Il ignorait où tout ça le conduirait, mais il devait y aller. Il avait pris sa décision après son coup de folie l'autre soir, quand il avait ouvert en grand la fenêtre du salon de son appartement de Manhattan et, de rage, avait précipité dans le vide la moitié des livres de sa bibliothèque, ne supportant plus de les voir le narguer.
Il devait y aller. C'était complètement fou, certes. Il n'avait pas de plan, ignorait comment il s'y prendrait, y laisserait peut-être sa peau. Mais sa vie ne pouvait pas continuer ainsi. Sinon il finirait à l'asile ou à la morgue. Peut-être les deux.
Le bureau du président de l'université de New York était le troisième sur la droite. Celui de son assistante servait d'antichambre. La jeune femme se leva avec un sourire gêné, frappa discrètement à la porte de son patron, entra et murmura quelques mots. Elle laissa Sandro pénétrer dans la pièce avant de refermer silencieusement derrière lui.
— Je n'ai pas beaucoup de temps, dit le président en souriant à son visiteur, mais assieds-toi quand même une minute, je t'en prie. Je finis de taper un truc et je suis à toi.
La vaste pièce était inondée de lumière. Les lourds meubles métalliques semblaient s'enfoncer dans la moquette beige, chars d'assaut avalés par des sables mouvants.
Sandro, resta debout, le visage grave.
— Il me faut six mois de congé sans solde, dit-il.
Les doigts du président se figèrent au-dessus du clavier. Son sourire s'évapora. Il garda le silence un instant, puis se renversa dans son fauteuil en prenant une inspiration.
— Pour quoi faire ?
— Affaires personnelles.
Le président détourna son regard. Sandro vit sur le bureau l'odieux petit cadre en argent entourant la photo de son patron en couple, tout sourires. Il sentit une douleur monter qu'il s'efforça de contenir. Ce n'était pas le moment de craquer.

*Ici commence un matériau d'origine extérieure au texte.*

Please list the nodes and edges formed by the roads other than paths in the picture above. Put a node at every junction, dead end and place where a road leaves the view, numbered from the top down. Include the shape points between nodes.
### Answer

— Sandro, je sais que tu as vécu une... dure épreuve. Je sais à quel point cela a été difficile pour toi, et...
— Épargne-moi ta compassion, s'il te plaît. Dis-moi simplement que tu acceptes.

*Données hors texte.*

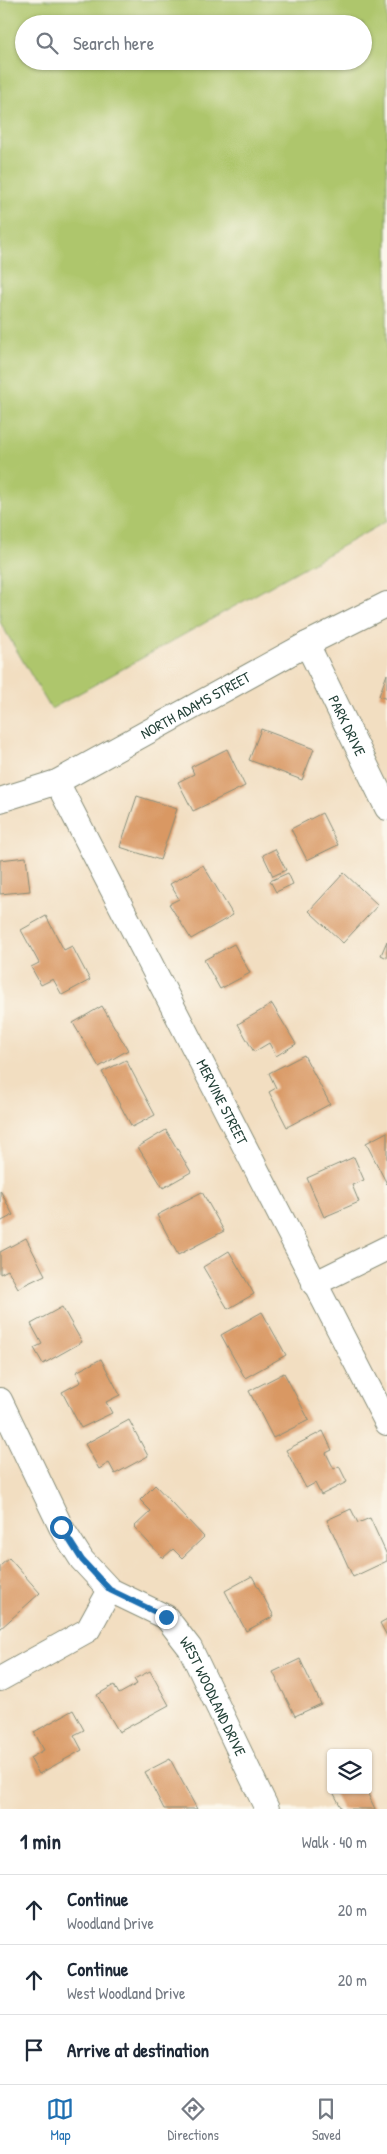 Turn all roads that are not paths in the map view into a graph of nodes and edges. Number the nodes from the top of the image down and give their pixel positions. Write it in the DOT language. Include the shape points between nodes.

— Sandro... J'ai toujours été à tes côtés pour te soutenir, et crois-moi ....
— C'est oui ou c'est non ?
Son patron balaya lentement la pièce du regard.
— J'ai fermé les yeux sur tes absences répétées ces derniers mois... Je t'ai couvert quand tu t'es pointé avec un jour de retard pour les oraux de juin dernier et qu'il a fallu tout reprogrammer... Je t'ai couvert quand tu as réagi de façon impulsive et totalement inconvenante à une remarque anodine d'un collègue... Je t'ai couvert quand tu as fondu en larmes en plein cours dans un amphi de trois cents étudiants...

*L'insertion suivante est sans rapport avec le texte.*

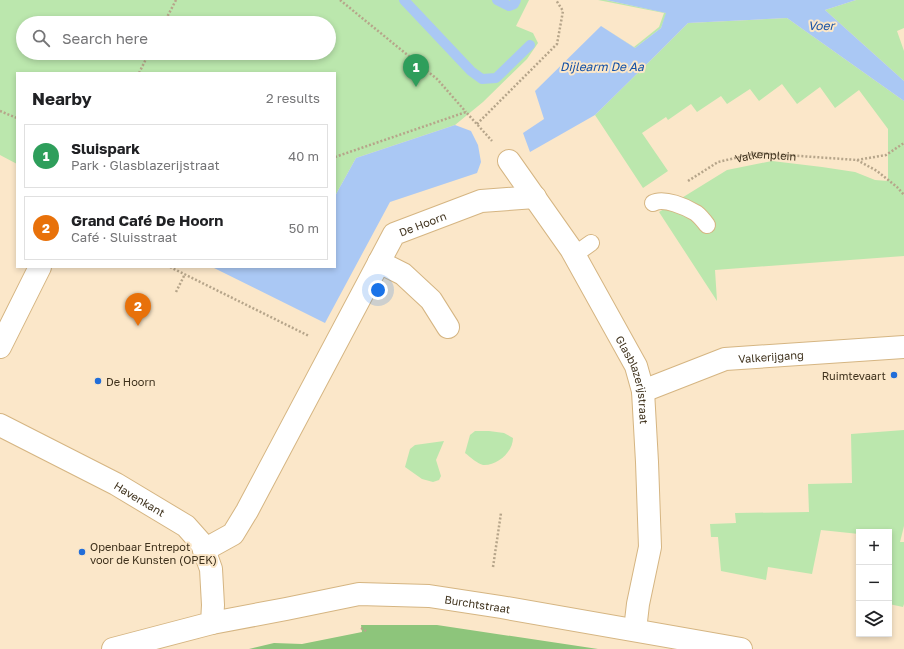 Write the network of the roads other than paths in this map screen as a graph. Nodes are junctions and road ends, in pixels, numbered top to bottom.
1 (509, 161) road end
2 (535, 197) junction
3 (655, 202) road end
4 (707, 225) dead end
5 (379, 262) junction
6 (40, 268) edge
7 (448, 327) dead end
8 (0, 347) edge
9 (904, 347) edge
10 (643, 391) junction
11 (0, 425) edge
12 (204, 550) junction
13 (212, 623) junction
14 (635, 630) junction
15 (113, 649) edge
16 (742, 649) edge

1 - 2 street, Glasblazerijstraat
2 - 5 street, De Hoorn
2 - 10 street, Glasblazerijstraat
3 - 4 lane
5 - 7 street
5 - 12 street, De Hoorn
6 - 8 street
9 - 10 street, Valkerijgang
10 - 14 street, Glasblazerijstraat
11 - 12 street, Havenkant
12 - 13 street, Havenkant
13 - 14 street, Burchtstraat
13 - 15 street, Burchtstraat
14 - 16 street, Burchtstraat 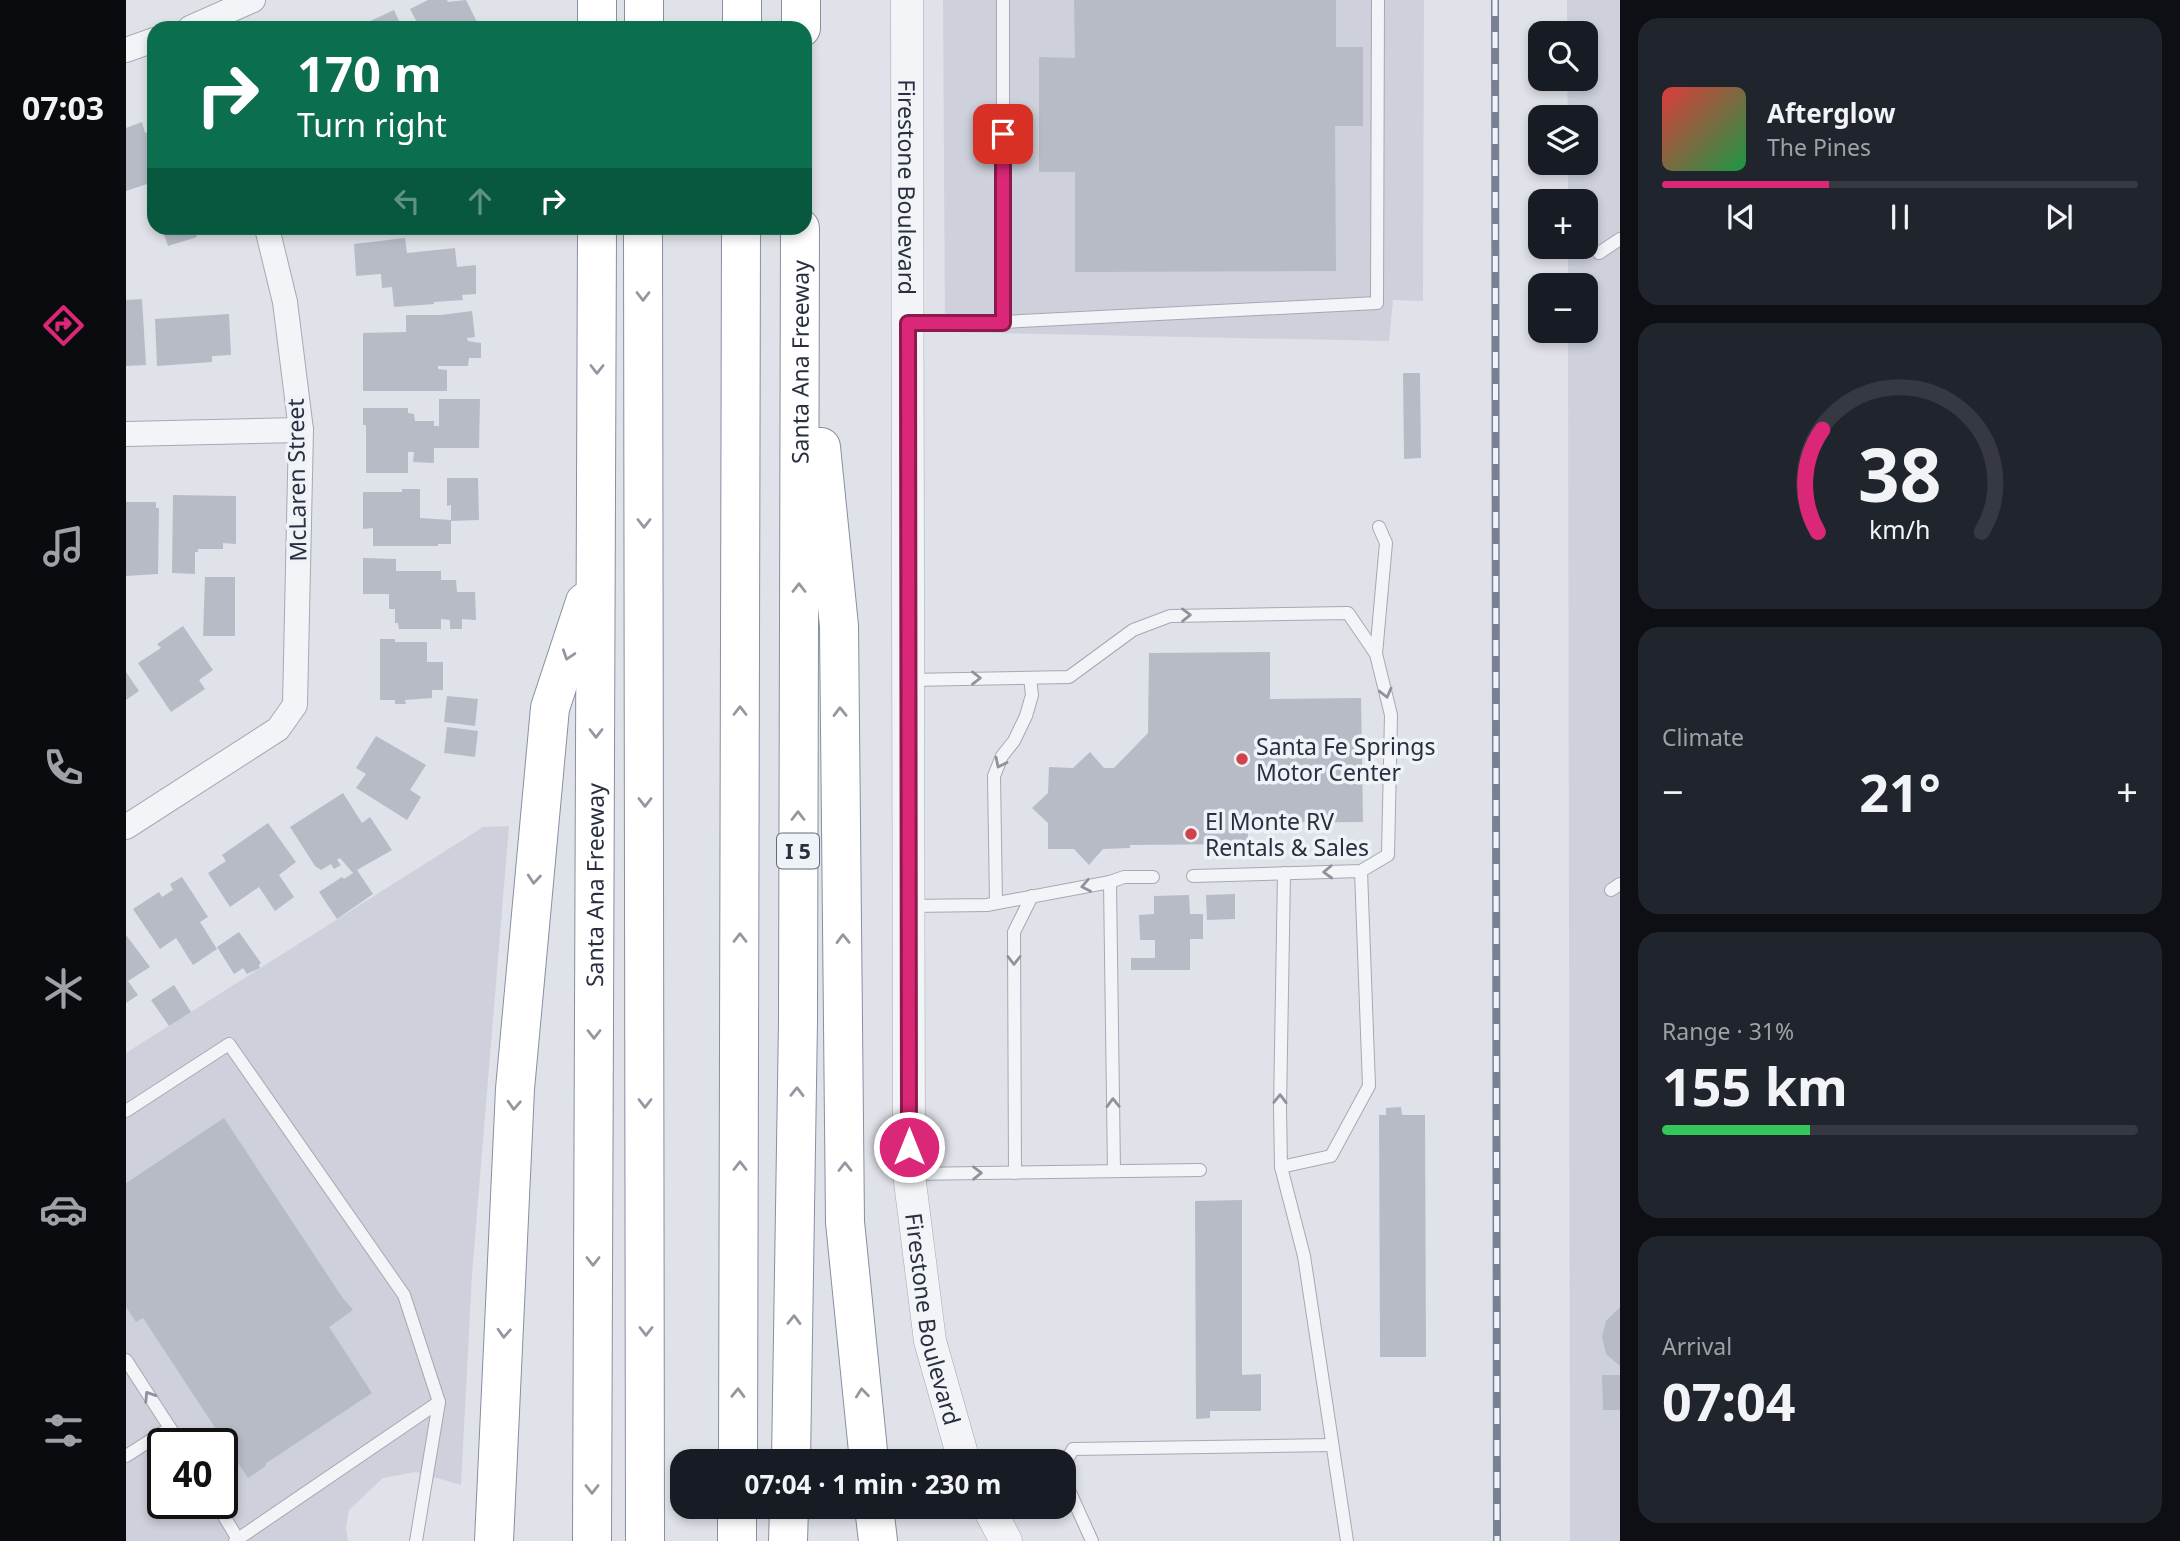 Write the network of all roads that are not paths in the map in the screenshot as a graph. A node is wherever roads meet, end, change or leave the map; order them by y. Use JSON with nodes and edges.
{"nodes":[{"id":1,"x":253,"y":0,"type":"edge"},
{"id":2,"x":597,"y":0,"type":"edge"},
{"id":3,"x":644,"y":0,"type":"edge"},
{"id":4,"x":742,"y":0,"type":"edge"},
{"id":5,"x":801,"y":0,"type":"edge"},
{"id":6,"x":907,"y":0,"type":"edge"},
{"id":7,"x":1003,"y":0,"type":"edge"},
{"id":8,"x":1378,"y":0,"type":"edge"},
{"id":9,"x":206,"y":21,"type":"edge"},
{"id":10,"x":597,"y":21,"type":"edge"},
{"id":11,"x":644,"y":21,"type":"edge"},
{"id":12,"x":742,"y":21,"type":"edge"},
{"id":13,"x":801,"y":21,"type":"edge"},
{"id":14,"x":147,"y":42,"type":"edge"},
{"id":15,"x":126,"y":50,"type":"edge"},
{"id":16,"x":269,"y":235,"type":"edge"},
{"id":17,"x":597,"y":235,"type":"edge"},
{"id":18,"x":643,"y":235,"type":"edge"},
{"id":19,"x":741,"y":235,"type":"edge"},
{"id":20,"x":800,"y":235,"type":"edge"},
{"id":21,"x":800,"y":235,"type":"edge"},
{"id":22,"x":1620,"y":239,"type":"edge"},
{"id":23,"x":1599,"y":253,"type":"dead end"},
{"id":24,"x":908,"y":323,"type":"junction"},
{"id":25,"x":1003,"y":323,"type":"junction"},
{"id":26,"x":300,"y":430,"type":"junction"},
{"id":27,"x":126,"y":434,"type":"edge"},
{"id":28,"x":1379,"y":527,"type":"dead end"},
{"id":29,"x":597,"y":567,"type":"junction"},
{"id":30,"x":1376,"y":654,"type":"junction"},
{"id":31,"x":1030,"y":678,"type":"junction"},
{"id":32,"x":908,"y":680,"type":"junction"},
{"id":33,"x":126,"y":827,"type":"edge"},
{"id":34,"x":1361,"y":871,"type":"junction"},
{"id":35,"x":1284,"y":873,"type":"junction"},
{"id":36,"x":1193,"y":876,"type":"dead end"},
{"id":37,"x":1153,"y":877,"type":"dead end"},
{"id":38,"x":1110,"y":882,"type":"junction"},
{"id":39,"x":1032,"y":896,"type":"junction"},
{"id":40,"x":996,"y":903,"type":"junction"},
{"id":41,"x":909,"y":906,"type":"junction"},
{"id":42,"x":126,"y":1111,"type":"edge"},
{"id":43,"x":1281,"y":1167,"type":"junction"},
{"id":44,"x":1199,"y":1170,"type":"dead end"},
{"id":45,"x":1114,"y":1171,"type":"junction"},
{"id":46,"x":1015,"y":1172,"type":"junction"},
{"id":47,"x":909,"y":1174,"type":"junction"},
{"id":48,"x":126,"y":1360,"type":"edge"},
{"id":49,"x":439,"y":1402,"type":"junction"},
{"id":50,"x":170,"y":1428,"type":"edge"},
{"id":51,"x":147,"y":1443,"type":"edge"},
{"id":52,"x":1332,"y":1445,"type":"junction"},
{"id":53,"x":738,"y":1449,"type":"edge"},
{"id":54,"x":792,"y":1449,"type":"edge"},
{"id":55,"x":868,"y":1449,"type":"edge"},
{"id":56,"x":961,"y":1449,"type":"edge"},
{"id":57,"x":1073,"y":1449,"type":"edge"},
{"id":58,"x":126,"y":1456,"type":"edge"},
{"id":59,"x":1076,"y":1506,"type":"edge"},
{"id":60,"x":225,"y":1519,"type":"edge"},
{"id":61,"x":737,"y":1519,"type":"edge"},
{"id":62,"x":789,"y":1519,"type":"edge"},
{"id":63,"x":875,"y":1519,"type":"edge"},
{"id":64,"x":994,"y":1519,"type":"edge"},
{"id":65,"x":237,"y":1540,"type":"edge"},
{"id":66,"x":416,"y":1541,"type":"edge"},
{"id":67,"x":494,"y":1541,"type":"edge"},
{"id":68,"x":592,"y":1541,"type":"edge"},
{"id":69,"x":645,"y":1541,"type":"edge"},
{"id":70,"x":737,"y":1541,"type":"edge"},
{"id":71,"x":788,"y":1541,"type":"edge"},
{"id":72,"x":878,"y":1541,"type":"edge"},
{"id":73,"x":1006,"y":1541,"type":"edge"},
{"id":74,"x":1092,"y":1541,"type":"edge"},
{"id":75,"x":1347,"y":1541,"type":"edge"}],
"edges":[{"from":1,"to":9,"type":"street"},
{"from":2,"to":10,"type":"highway"},
{"from":3,"to":11,"type":"highway"},
{"from":4,"to":12,"type":"highway"},
{"from":5,"to":13,"type":"highway"},
{"from":6,"to":24,"type":"street","name":"Firestone Boulevard"},
{"from":7,"to":25,"type":"lane"},
{"from":8,"to":25,"type":"lane"},
{"from":14,"to":15,"type":"street"},
{"from":16,"to":26,"type":"street","name":"McLaren Street"},
{"from":17,"to":29,"type":"highway","name":"Santa Ana Freeway","one_way":true},
{"from":18,"to":69,"type":"highway","one_way":true},
{"from":53,"to":19,"type":"highway","one_way":true},
{"from":54,"to":20,"type":"highway","name":"Santa Ana Freeway","number":"I 5","one_way":true},
{"from":55,"to":21,"type":"highway","one_way":true},
{"from":22,"to":23,"type":"lane"},
{"from":24,"to":25,"type":"lane"},
{"from":24,"to":32,"type":"street","name":"Firestone Boulevard"},
{"from":26,"to":27,"type":"street"},
{"from":26,"to":33,"type":"street","name":"McLaren Street"},
{"from":28,"to":30,"type":"lane"},
{"from":29,"to":67,"type":"highway","one_way":true},
{"from":29,"to":68,"type":"highway","name":"Santa Ana Freeway","one_way":true},
{"from":31,"to":30,"type":"lane","one_way":true},
{"from":30,"to":34,"type":"lane","one_way":true},
{"from":32,"to":31,"type":"lane","one_way":true},
{"from":31,"to":40,"type":"lane","one_way":true},
{"from":32,"to":41,"type":"street","name":"Firestone Boulevard"},
{"from":34,"to":35,"type":"lane","one_way":true},
{"from":34,"to":43,"type":"lane"},
{"from":35,"to":36,"type":"lane"},
{"from":43,"to":35,"type":"lane","one_way":true},
{"from":37,"to":38,"type":"lane"},
{"from":38,"to":39,"type":"lane","one_way":true},
{"from":45,"to":38,"type":"lane","one_way":true},
{"from":39,"to":40,"type":"lane"},
{"from":39,"to":46,"type":"lane","one_way":true},
{"from":40,"to":41,"type":"lane"},
{"from":41,"to":47,"type":"street","name":"Firestone Boulevard"},
{"from":42,"to":49,"type":"lane"},
{"from":43,"to":52,"type":"lane"},
{"from":44,"to":45,"type":"lane"},
{"from":45,"to":46,"type":"lane"},
{"from":47,"to":46,"type":"lane","one_way":true},
{"from":47,"to":56,"type":"street","name":"Firestone Boulevard"},
{"from":50,"to":48,"type":"lane","one_way":true},
{"from":49,"to":65,"type":"lane"},
{"from":49,"to":66,"type":"lane"},
{"from":51,"to":58,"type":"lane"},
{"from":52,"to":57,"type":"lane"},
{"from":52,"to":75,"type":"lane"},
{"from":59,"to":74,"type":"lane"},
{"from":60,"to":65,"type":"lane"},
{"from":61,"to":70,"type":"highway"},
{"from":62,"to":71,"type":"highway"},
{"from":63,"to":72,"type":"highway"},
{"from":64,"to":73,"type":"street"}]}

— Six mois sans solde et c'est tout.
Un lent soupir.
— Sandro, ce que tu as subi est certes horrible. Il est normal de traverser une période de... trouble intense, de deuil, mais à un moment il faut reprendre le dessus...
— Justement...
— Pour revivre, tu dois cesser de ressasser le passé. C'est seulement en regardant vers l'avenir que tu pourras un jour être de nouveau heureux.
— Je ne sais plus ce qui peut rendre heureux. Mais je pourrais écrire une encyclopédie du malheur.
— Tu ne t'en sortiras pas si tu passes tes journées à ruminer... Ceux qui ne te connaissent pas pourraient avoir l'impression que tu te complais dans cette souffrance.
— Ils ne me connaissent pas, en effet.
— Je sais pas, moi... Sors de chez toi, vois des gens, agis, fais des projets...
— Justement, j'ai un projet, et j'ai besoin de six mois.
Songeur, le président regarda autour de lui, visiblement contrarié.
— Je ne suis pas seul, ici. J'ai un conseil d'administration auquel je dois rendre des comptes...
Sandro restait silencieux, le visage impassible.
Son patron le regarda longuement, puis prit soudain un air soucieux.
— Ne me dis pas que tu veux aller... là-bas...
Sandro ne répondit pas.
— Tu es fou, complètement fou.
— Il le faut, c'est la seule issue.
— Ressaisis-toi, merde ! Je ne sais pas, moi, relis Platon, Sénèque, Arendt... Je ne vais pas te citer tous les philosophes que tu connais mieux que moi, mais relis...
— Fous-moi la paix avec ça !
— Mais ça t'apportera quoi, d'y aller ? C'est malsain de revivre tout ça, c'est...
— Mon âme ne sera en paix que lorsque j'aurai fait ce que je dois faire.
— La seule chose que tu vas gagner, c'est de subir le même sort que ta femme !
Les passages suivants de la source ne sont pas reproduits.